This notebook generates a table of radio components in the CDFS and ELAIS-S1 fields, according to various incarnations of the ATLAS survey. To run it, you will need a MongoDB server with the RGZ database loaded. All other data is fetched from the internet.
In the following cell, specify the MongoDB server details:
In [1]:
MONGO_HOST = 'localhost'
MONGO_PORT = 27017
In this cell, specify if you have access to a crowdastro output file (crowdastro.h5), and if so, where it is:
In [2]:
USING_CROWDASTRO = True
CROWDASTRO_PATH = 'crowdastro-swire.h5'
# To get this file, run `crowdastro import_data --ir swire`.

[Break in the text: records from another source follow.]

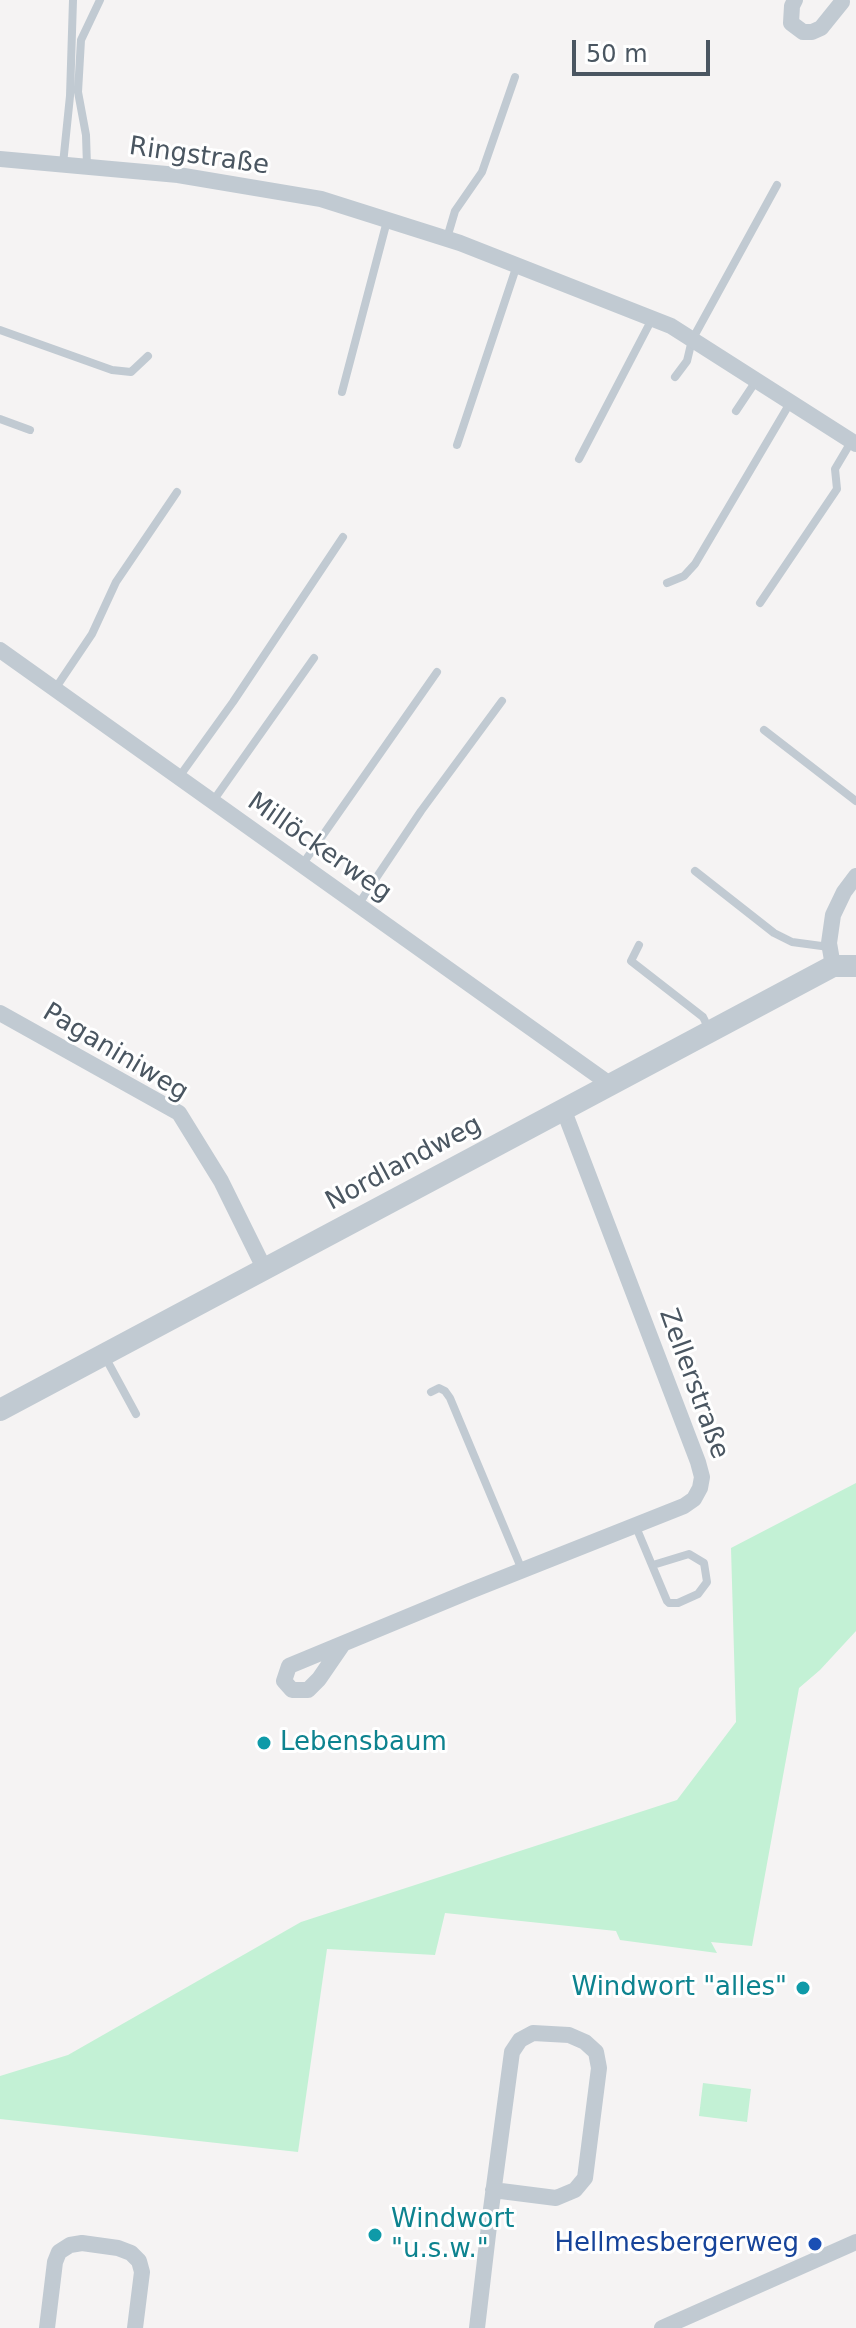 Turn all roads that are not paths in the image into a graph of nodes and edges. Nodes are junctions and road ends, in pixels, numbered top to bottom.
1 (73, 0) edge
2 (100, 0) edge
3 (795, 0) edge
4 (844, 1) edge
5 (515, 77) dead end
6 (1, 164) edge
7 (63, 164) junction
8 (87, 166) junction
9 (777, 185) dead end
10 (387, 220) junction
11 (447, 238) junction
12 (517, 264) junction
13 (652, 319) junction
14 (0, 330) edge
15 (692, 340) junction
16 (148, 356) dead end
17 (675, 377) dead end
18 (756, 380) junction
19 (342, 392) dead end
20 (790, 402) junction
21 (736, 411) dead end
22 (0, 419) edge
23 (30, 430) dead end
24 (854, 442) edge
25 (457, 445) dead end
26 (579, 459) dead end
27 (177, 492) dead end
28 (343, 537) dead end
29 (667, 583) dead end
30 (760, 603) dead end
31 (0, 650) edge
32 (314, 658) dead end
33 (437, 672) dead end
34 (55, 689) junction
35 (502, 701) dead end
36 (764, 730) dead end
37 (179, 777) junction
38 (213, 801) junction
39 (856, 801) edge
40 (302, 865) junction
41 (695, 871) dead end
42 (856, 876) edge
43 (358, 905) junction
44 (639, 945) dead end
45 (831, 957) junction
46 (856, 966) edge
47 (0, 1013) edge
48 (710, 1032) junction
49 (611, 1085) junction
50 (564, 1111) junction
51 (265, 1270) junction
52 (104, 1355) junction
53 (431, 1392) dead end
54 (0, 1410) edge
55 (136, 1414) dead end
56 (636, 1527) junction
57 (653, 1565) junction
58 (523, 1571) junction
59 (343, 1644) dead end
60 (493, 2190) junction
61 (856, 2242) edge
62 (47, 2328) edge
63 (135, 2328) edge
64 (477, 2328) edge
65 (662, 2328) edge

1 - 7 lane
2 - 8 lane
3 - 4 street
5 - 11 lane
6 - 7 street, Ringstraße
7 - 8 street, Ringstraße
8 - 10 street, Ringstraße
9 - 15 lane
10 - 11 street, Ringstraße
10 - 19 lane
11 - 12 street, Ringstraße
12 - 13 street, Ringstraße
12 - 25 lane
13 - 15 street, Ringstraße
13 - 26 lane
14 - 16 lane
15 - 17 lane
15 - 18 street, Ringstraße
18 - 20 street, Ringstraße
18 - 21 lane
20 - 24 street, Ringstraße
20 - 29 lane
22 - 23 lane
24 - 30 lane
27 - 34 lane
28 - 37 lane
31 - 34 street, Millöckerweg
32 - 38 lane
33 - 40 lane
34 - 37 street, Millöckerweg
35 - 43 lane
36 - 39 lane
37 - 38 street, Millöckerweg
38 - 40 street, Millöckerweg
40 - 43 street, Millöckerweg
41 - 45 lane
42 - 45 street
43 - 49 street, Millöckerweg
44 - 48 lane
45 - 46 street, Nordlandweg
45 - 48 street, Nordlandweg
47 - 51 street, Paganiniweg
48 - 49 street, Nordlandweg
49 - 50 street, Nordlandweg
50 - 51 street, Nordlandweg
50 - 56 street, Zellerstraße
51 - 52 street, Nordlandweg
52 - 54 street, Nordlandweg
52 - 55 lane
53 - 58 lane
56 - 57 lane
56 - 58 street, Zellerstraße
57 - 57 lane
58 - 59 street, Zellerstraße
60 - 60 street
60 - 64 street
61 - 65 street
62 - 63 street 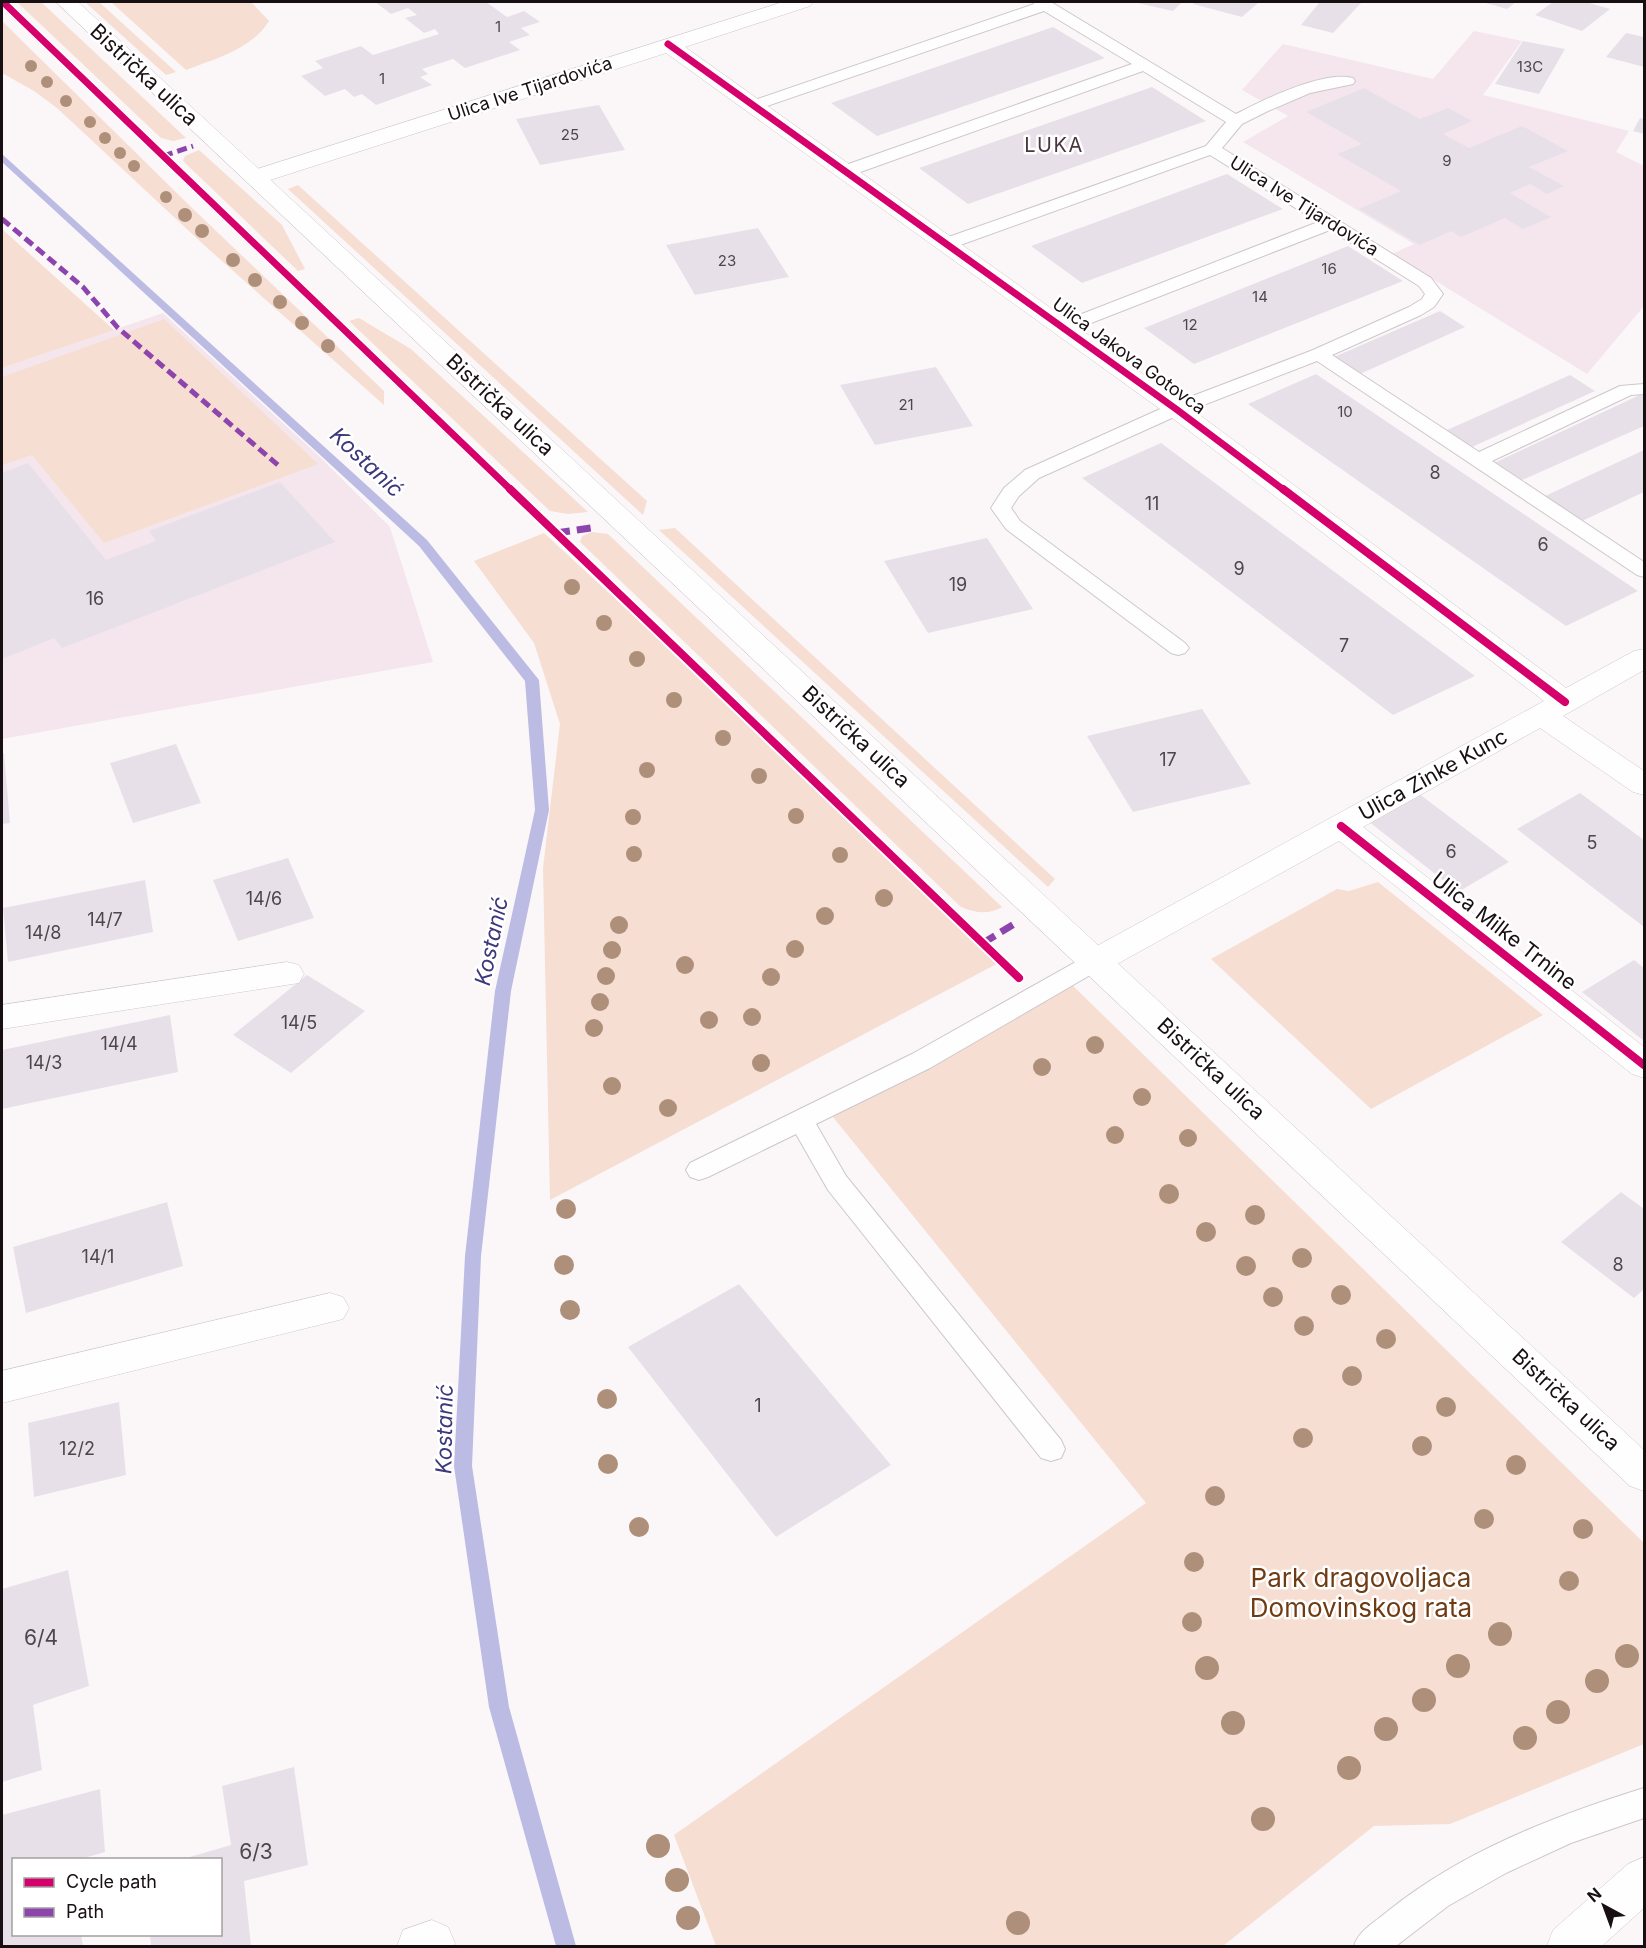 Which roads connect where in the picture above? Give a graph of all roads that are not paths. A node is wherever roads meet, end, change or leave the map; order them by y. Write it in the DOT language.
graph roads {
  1 [pos="66,2"];
  2 [pos="803,2"];
  3 [pos="1043,3"];
  4 [pos="668,44"];
  5 [pos="1142,66"];
  6 [pos="1347,81"];
  7 [pos="755,105"];
  8 [pos="1236,121"];
  9 [pos="1212,149"];
  10 [pos="846,171"];
  11 [pos="256,177"];
  12 [pos="1332,223"];
  13 [pos="946,244"];
  14 [pos="1062,328"];
  15 [pos="1319,354"];
  16 [pos="1644,389"];
  17 [pos="1176,409"];
  18 [pos="1479,460"];
  19 [pos="1644,571"];
  20 [pos="1178,648"];
  21 [pos="1644,658"];
  22 [pos="1553,708"];
  23 [pos="1644,785"];
  24 [pos="1341,826"];
  25 [pos="1096,962"];
  26 [pos="287,974"];
  27 [pos="2,1017"];
  28 [pos="1644,1065"];
  29 [pos="801,1121"];
  30 [pos="699,1170"];
  31 [pos="330,1308"];
  32 [pos="2,1387"];
  33 [pos="1051,1449"];
  34 [pos="1644,1474"];
  35 [pos="1644,1803"];
  36 [pos="1644,1879"];
  37 [pos="1585,1939"];
  38 [pos="1370,1947"];
  1 -- 11 [label="street, Bistrička ulica"];
  2 -- 4 [label="street, Ulica Ive Tijardovića"];
  3 -- 5 [label="lane, Ulica Ive Tijardovića"];
  3 -- 7 [label="lane"];
  4 -- 7 [label="street, Ulica Jakova Gotovca"];
  4 -- 11 [label="street, Ulica Ive Tijardovića"];
  5 -- 8 [label="lane, Ulica Ive Tijardovića"];
  5 -- 10 [label="lane"];
  6 -- 8 [label="lane"];
  7 -- 10 [label="street, Ulica Jakova Gotovca"];
  8 -- 9 [label="lane, Ulica Ive Tijardovića"];
  9 -- 12 [label="lane, Ulica Ive Tijardovića"];
  9 -- 13 [label="lane"];
  10 -- 13 [label="street, Ulica Jakova Gotovca"];
  11 -- 25 [label="street, Bistrička ulica"];
  12 -- 14 [label="lane"];
  12 -- 15 [label="lane, Ulica Ive Tijardovića"];
  13 -- 14 [label="street, Ulica Jakova Gotovca"];
  14 -- 17 [label="street, Ulica Jakova Gotovca"];
  15 -- 17 [label="lane"];
  15 -- 18 [label="lane"];
  16 -- 18 [label="lane"];
  17 -- 20 [label="lane"];
  17 -- 22 [label="street, Ulica Jakova Gotovca"];
  18 -- 19 [label="lane"];
  21 -- 22 [label="street, Ulica Zinke Kunc"];
  22 -- 23 [label="street, Ulica Jakova Gotovca"];
  22 -- 24 [label="street, Ulica Zinke Kunc"];
  24 -- 25 [label="street, Ulica Zinke Kunc"];
  24 -- 28 [label="street, Ulica Milke Trnine"];
  25 -- 29 [label="lane"];
  25 -- 34 [label="street, Bistrička ulica"];
  26 -- 27 [label="street"];
  29 -- 30 [label="lane"];
  29 -- 33 [label="lane"];
  31 -- 32 [label="street"];
  35 -- 38 [label="lane"];
  36 -- 37 [label="street"];
}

In this cell, specify if you have access to a CSV of the Fan et al. (2015) cross-identifications, and if so, where it is:
In [3]:
USING_FAN = True
FAN_PATH = 'J:/repos/crowdastro/data/fan_2015.csv'
Next, we will fetch the resources we need.
In [4]:
NORRIS_COMPONENTS_URI = 'http://www.atnf.csiro.au/people/rnorris/papers/n202/tab4.txt'
NORRIS_CROSS_IDENTIFICATIONS_URI = 'http://www.atnf.csiro.au/people/rnorris/papers/n202/tab6.txt'
MIDDELBERG_COMPONENTS_URI = 'http://iopscience.iop.org/article/10.1086/508275/fulltext/datafile4.txt'
MIDDELBERG_CROSS_IDENTIFICATIONS_URI = 'http://iopscience.iop.org/article/10.1086/508275/fulltext/datafile6.txt'
In [5]:
# Load Norris components.
import requests, io, astropy.io.ascii as asc, astropy.table, pandas
norris_components = astropy.table.Table.from_pandas(
pandas.read_fwf(
io.StringIO(
requests.get(NORRIS_COMPONENTS_URI).text
),
skiprows=[0, 2],
header=0,
widths=map(len, [
' # ',
'Name ',
'Radio RA ',
'Radio dec ',
'err(RA) ',
'err(dec) ',
'Peak Flux ',
'Int flux ',
'Bmaj ',
'Bmin ',
' Bpa ',
' rms ',
])
)
)
norris_components
Out[5]:
In [7]:
# Load Norris cross-identifications.
# This table has inconsistent tabs, so we will have to convert them to "soft tabs".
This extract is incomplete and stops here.